At the same time, the mild start to winter this year means motorists in northern states have spent less time staying home to avoid slippery roads. That might have contributed to slightly above-average demand, said Stephen Brown, director of energy economics at the Federal Reserve Bank of Dallas.
U.S. gasoline supplies were down 1.9 percent to 200.3 million barrels for the week ended Nov. 10, the government reported. That's slightly below the average during the past five years. Market analysts anticipate the Energy Department will report another drop in inventories today. That expectation helped send futures for reformulated gasoline up 5.3 percent to $1.6427 per gallon on the New York Mercantile Exchange yesterday.
Analysts say the imbalance between supply and demand is probably just a temporary blip and won't result in a big surge in prices.

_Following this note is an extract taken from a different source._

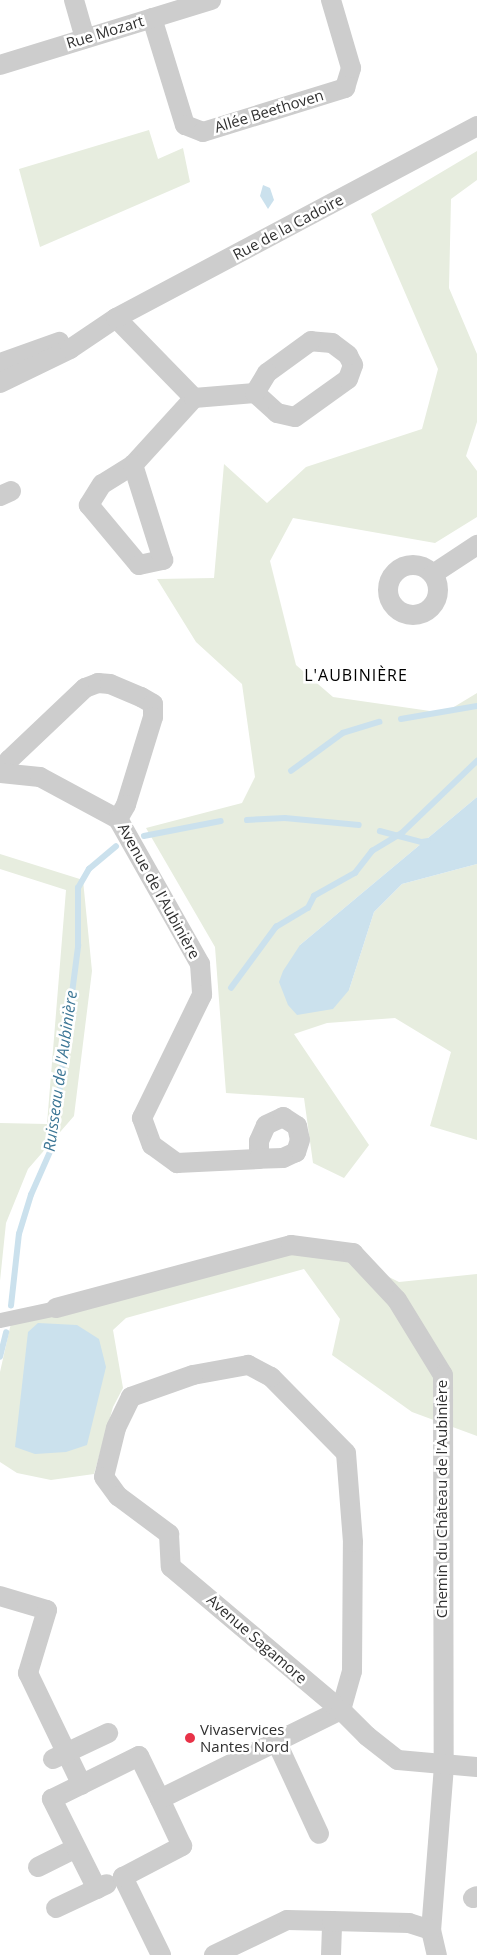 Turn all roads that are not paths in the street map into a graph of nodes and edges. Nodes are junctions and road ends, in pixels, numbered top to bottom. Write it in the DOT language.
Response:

Schenker and others say the price of a gallon of regular unleaded will probably stay between $2 and $2.25 through winter and then head up as the summer driving season begins.
"I guess I don't really think about it," said Danielle Voce, a Baltimore motorist, referring to the recent bump in prices. "It's just part of life now, right?"
Voce, who recently recovered from a car accident that prevented her from driving all summer, paid about $30 to fill up her Volvo sedan yesterday. She will drive about an hour and a half to visit her family in Virginia over the Thanksgiving holiday.
Analysts say AAA's prediction for record Thanksgiving travel could drop gasoline inventories further, potentially resulting in slightly higher prices in the next few weeks.
But the outlook is for prices that are much more stable than they have been since fall 2005, when hurricanes damaged production along the Gulf Coast. The world is uncharacteristically flush with oil, prompting the Organization of Petroleum Exporting Countries to recently call for production cutbacks. The market has reacted with skepticism to the news, with many predicting OPEC will have difficulty enforcing the cuts among its members.
Oil rose $1.37 to $60.17 per barrel yesterday on news that the Trans-Alaska Pipeline System held back shipments because of poor weather. Volume in the system has been trimmed to 35 percent of normal. Longer term, analysts don't see shortages, barring unforeseen world events or extreme cold this winter.
"I think the key uncertainty that could alter the balance is weather," said MacIntyre, the Energy Department analyst.